Em meio às tratativas para aprovação do arcabouço fiscal na Câmara, o político alagoano recebe apoio de líderes partidários e é considerado exemplo de interlocutor

ALOISIO MAURICIO/FOTOARENA/FOTOARENA/ESTADÃO CONTEÚDO – 05/06/2023

Arthur Lira assumiu a presidencia da Câmara em fevereiro de 2021

A votação do arcabouço fiscal foi novamente adiada pelo presidente da Câmara dos Deputados, Arthur Lira (PP-AL), por falta de “clima” para que a matéria seja colocada em plenário. Inicialmente, a expectativa era que a definição ocorresse ainda no início de agosto. No entanto, as declarações do ministro da Fazenda, Fernando Haddad (PT), sobre o poder excessivo da Câmara e as dificuldades de negociação caíram como um “balde de água fria” nos planos dos líderes do Palácio do Planalto, criando um mal-estar difícil de ignorar. Em entrevista coletiva, Arthur Lira admitiu que lideranças partidárias ficaram “surpresas” com as falas de Haddad sobre a Casa. “Foi inapropriado, talvez um relaxamento excessivo (de Haddad). Penso que os deputados e líderes não gostaram”, disse o político alagoano. Ele chegou afirmar que a Câmara dos Deputados não seria “irresponsável” com temas de interesse do Brasil, em uma tentativa de minimizar a relação entre o adiamento da votação e as críticas do ministro. Entretanto, na prática, não é a primeira vez que desafetos, falas polêmicas e desencontros com Arthur Lira travam a pauta e colocam em “banho maria” temas essenciais para o Executivo. No primeiro semestre, em diversas ocasiões o governo se viu refém da vontade e da inegável força política de Lira. Um exemplo foi a aprovação da MP da Esplanada dos Ministérios, considerada a matéria mais visceral para a organização do terceiro mandato de Luiz Inácio Lula da Silva (PT).
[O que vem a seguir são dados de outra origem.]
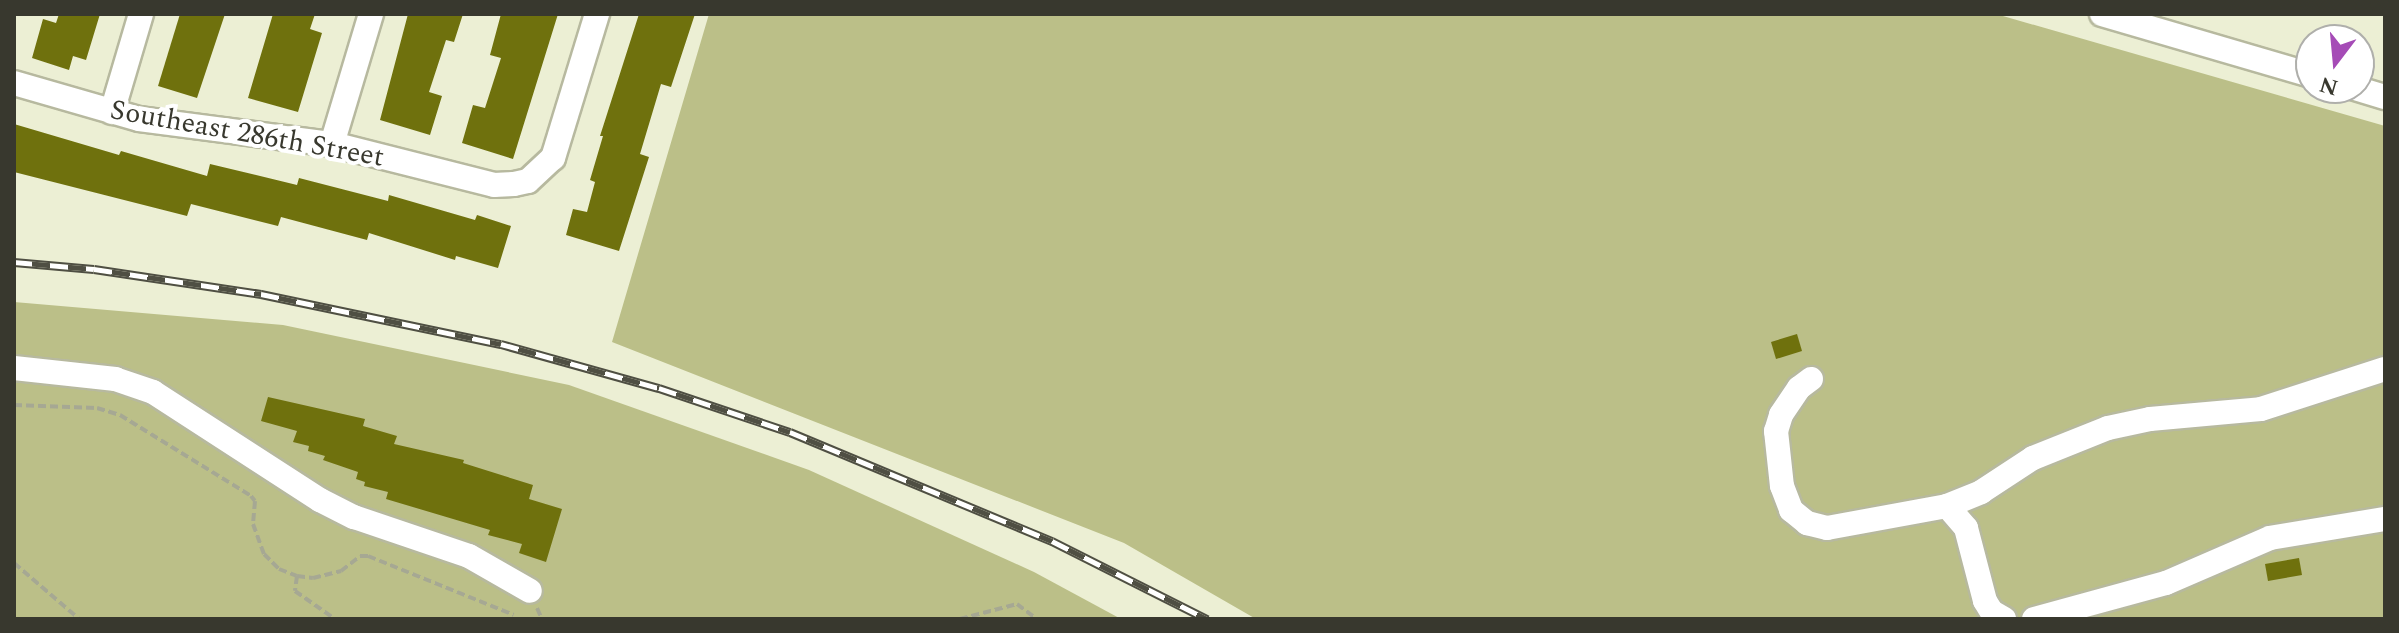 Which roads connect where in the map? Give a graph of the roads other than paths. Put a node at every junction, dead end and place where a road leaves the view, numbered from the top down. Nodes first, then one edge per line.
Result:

Na época, após a liberação recorde de emendas e das negociações diretas entre os políticos, Lula reconheceu que o Planalto correu o risco de sofrer uma dura derrota. Outros momentos incluem a aprovação do projeto de decreto legislativo (PDL) que derruba os decretos que alteraram as regras do Marco Legal do Saneamento Básico; o adiamento do PL das Fake News e o Marco Temporal das Terras Indígenas, episódios que escancaram a influência de Lira, mas também a relação de dependência do Executivo. “Lula sabe que não pode arriscar não buscar algum diálogo com Arthur Lira. Caso contrário, perderia imediatamente qualquer possibilidade de ter maioria para aprovação de projetos. E todos os presidentes que se mantiveram no cargo e tiveram estabilidade política foram aqueles que se renderam à força dos poderes locais do Brasil representados no Congresso”, avalia o cientista político Paulo Niccoli Ramirez, da Escola Superior de Propaganda e Marketing (ESPM). Ele lembra, inclusive, que o “poder de Lira” é fruto do ex-deputado e ex-presidente da Câmara Eduardo Cunha, preso em 2016 no âmbito da Operação Lava Jato. Segundo o cientista político, essa herança é derivada da capacidade do Centrão de articular seus próprios interesses junto ao Planalto.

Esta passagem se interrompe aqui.